ASSIGNMENT:
Transcribe the lines below exactly. No image belongs in the transcription.

(Collected data entries)

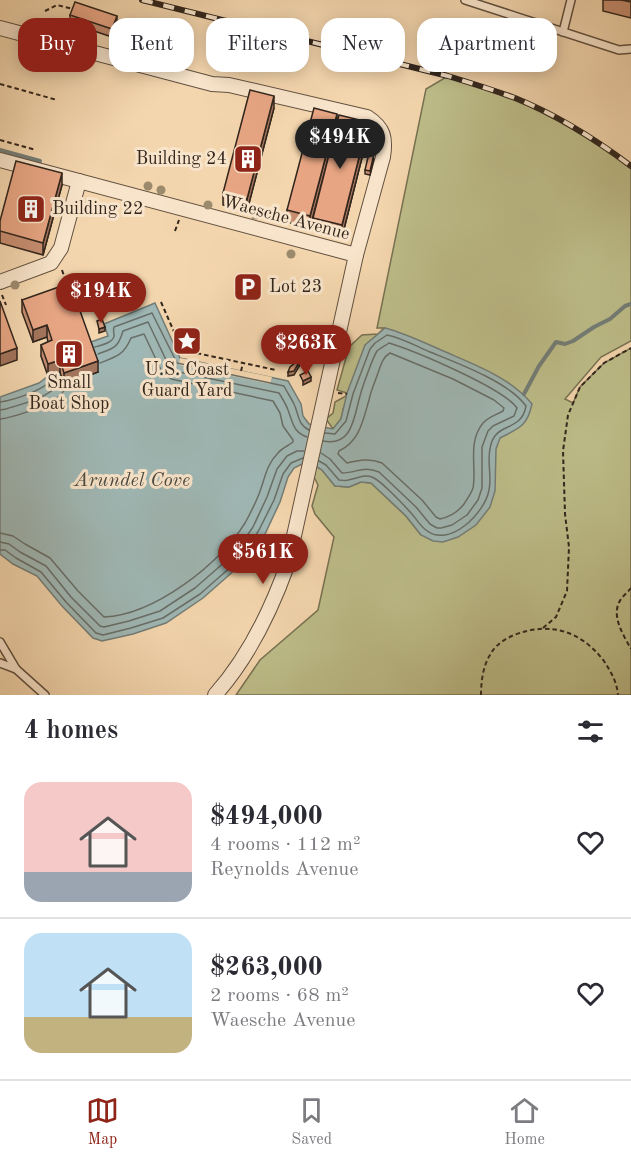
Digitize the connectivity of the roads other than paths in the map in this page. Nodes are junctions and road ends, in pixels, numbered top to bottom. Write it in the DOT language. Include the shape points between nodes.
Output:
graph roads {
  1 [pos="571,0"];
  2 [pos="470,1"];
  3 [pos="0,28"];
  4 [pos="563,32"];
  5 [pos="631,49"];
  6 [pos="0,160"];
  7 [pos="79,181"];
  8 [pos="356,255"];
  9 [pos="0,282"];
  10 [pos="0,642"];
  11 [pos="0,663"];
  12 [pos="16,669"];
  13 [pos="45,695"];
  14 [pos="215,695"];
  1 -- 4 [label="lane"];
  2 -- 4 [label="lane"];
  3 -- 8 [label="street" via="212,84 367,117 376,123 385,144"];
  4 -- 5 [label="lane" via="620,50"];
  6 -- 7 [label="street, Waesche Avenue"];
  7 -- 8 [label="street, Waesche Avenue"];
  7 -- 9 [label="street" via="61,248 51,263"];
  8 -- 14 [label="street, Waesche Avenue" via="288,563 263,625"];
  10 -- 12 [label="lane"];
  11 -- 12 [label="lane"];
  12 -- 13 [label="lane"];
}
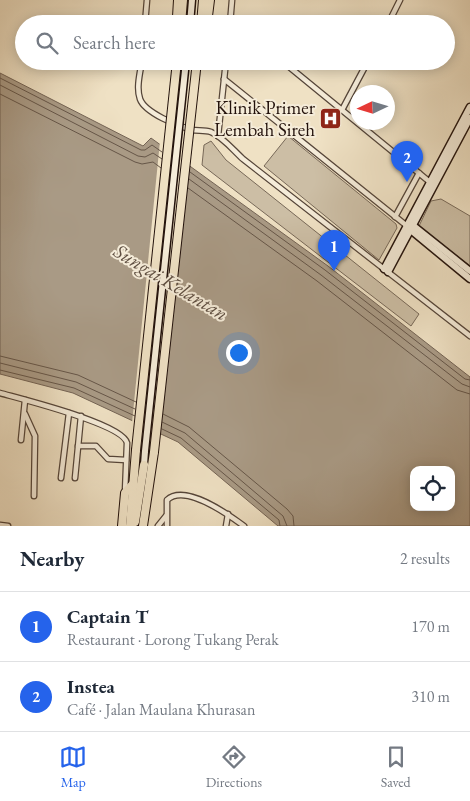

WRITTEN RESPONSE:
Digitize the connectivity of the roads other than paths in the map in this page. Nodes are junctions and road ends, in pixels, numbered top to bottom. Write it in the DOT language. Include the shape points between nodes.
Output:
graph roads {
  1 [pos="571,0"];
  2 [pos="470,1"];
  3 [pos="0,28"];
  4 [pos="563,32"];
  5 [pos="631,49"];
  6 [pos="0,160"];
  7 [pos="79,181"];
  8 [pos="356,255"];
  9 [pos="0,282"];
  10 [pos="0,642"];
  11 [pos="0,663"];
  12 [pos="16,669"];
  13 [pos="45,695"];
  14 [pos="215,695"];
  1 -- 4 [label="lane"];
  2 -- 4 [label="lane"];
  3 -- 8 [label="street" via="212,84 367,117 376,123 385,144"];
  4 -- 5 [label="lane" via="620,50"];
  6 -- 7 [label="street, Waesche Avenue"];
  7 -- 8 [label="street, Waesche Avenue"];
  7 -- 9 [label="street" via="61,248 51,263"];
  8 -- 14 [label="street, Waesche Avenue" via="288,563 263,625"];
  10 -- 12 [label="lane"];
  11 -- 12 [label="lane"];
  12 -- 13 [label="lane"];
}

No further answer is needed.